Lihat, posisi Utang Luar Negeri (ULN) Indonesia pada Januari 2014 di sektor ini tumbuh 19,26% dibanding periode sama tahun lalu.
Berdasarkan data yang dirilis Bank Indonesia (BI), ULN Indonesia pada sektor pertambangan dan penggalian Januari 2014 sebesar US$ 26,07 miliar. Sebelumnya, pada Januari tahun lalu utang sektor ini sebesar US$ 21,86 miliar.
Wajar, jika total utang luar negeri Indonesia tumbuh 7,07% dibanding periode yang sama tahun lalu. Tercatat, total utang pada Januari 2014 mencapai US$ 269,27 miliar.

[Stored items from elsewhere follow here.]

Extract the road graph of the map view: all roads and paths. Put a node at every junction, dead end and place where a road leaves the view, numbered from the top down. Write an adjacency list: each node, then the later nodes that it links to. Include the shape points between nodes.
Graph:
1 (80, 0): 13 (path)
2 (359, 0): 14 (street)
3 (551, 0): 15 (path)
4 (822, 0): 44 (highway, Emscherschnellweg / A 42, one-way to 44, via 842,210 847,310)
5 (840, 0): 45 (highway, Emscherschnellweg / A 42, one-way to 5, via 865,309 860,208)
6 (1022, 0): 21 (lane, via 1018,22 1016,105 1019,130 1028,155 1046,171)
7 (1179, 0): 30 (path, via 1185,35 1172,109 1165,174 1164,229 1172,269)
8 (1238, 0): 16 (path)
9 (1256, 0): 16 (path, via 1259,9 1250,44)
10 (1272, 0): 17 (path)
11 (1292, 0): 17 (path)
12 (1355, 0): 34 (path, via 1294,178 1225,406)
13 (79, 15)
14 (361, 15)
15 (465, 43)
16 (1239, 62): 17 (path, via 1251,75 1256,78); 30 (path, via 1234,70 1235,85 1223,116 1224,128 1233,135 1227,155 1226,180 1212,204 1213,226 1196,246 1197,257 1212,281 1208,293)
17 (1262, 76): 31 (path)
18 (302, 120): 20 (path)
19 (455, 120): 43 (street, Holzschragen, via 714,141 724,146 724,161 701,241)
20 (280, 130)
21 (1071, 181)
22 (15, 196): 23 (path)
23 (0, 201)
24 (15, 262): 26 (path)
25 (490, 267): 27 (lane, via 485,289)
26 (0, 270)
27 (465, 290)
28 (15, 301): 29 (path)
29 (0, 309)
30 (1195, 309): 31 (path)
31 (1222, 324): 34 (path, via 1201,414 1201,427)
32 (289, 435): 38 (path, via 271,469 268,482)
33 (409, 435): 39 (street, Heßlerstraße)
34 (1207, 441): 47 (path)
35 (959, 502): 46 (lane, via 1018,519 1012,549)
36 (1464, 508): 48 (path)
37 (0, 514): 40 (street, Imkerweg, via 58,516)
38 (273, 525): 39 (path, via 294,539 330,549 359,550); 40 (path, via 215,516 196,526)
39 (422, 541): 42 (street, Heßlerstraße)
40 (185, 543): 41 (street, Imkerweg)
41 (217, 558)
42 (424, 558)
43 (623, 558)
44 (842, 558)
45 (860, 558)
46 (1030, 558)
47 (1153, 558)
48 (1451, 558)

Pertambangan dan penggalian sendiri memberikan porsi 18,1% dari total utang sektor swasta yang sebesar US$ 141,4 miliar.
Direktur Eksekutif Departemen Komunikasi BI Tirta Segara mengatakan utang sektor tambang dan gali yang meningkat di awal tahun diakibatkan adanya investasi baru yang dibiayai dengan utang. Ke depannya utang di sektor ini akan tetap tumbuh tapi mengecil.
Tirta mengaku tidak khawatir dengan utang sektor tambang dan galian. Pasalnya, penerimaan utang sektor ini berupa valuta asing (valas). Artinya sama dengan beban utang yang juga dipinjamkan dalam bentuk valas. "Secara natural sudah dihedging," ujar Tirta kepada KONTAN, Rabu (19/3).
Yang perlu ditakuti adalah apabila penerimaannya dalam bentuk rupiah sedang utangnya dalam valas. Contoh sektor yang penerimaannya dalam rupiah adalah sektor listrik.
Mengenai ketakutan gagal hutang yang bisa terjadi kepada perusahaan tambang dan galian yang sedang lesu, BI masih melihat prospek ke depannya secara menyeluruh. Harapannya harga komoditas dapat membaik seiring dengan menguatnya perekonomian negara maju sehingga permintaan pun menguat.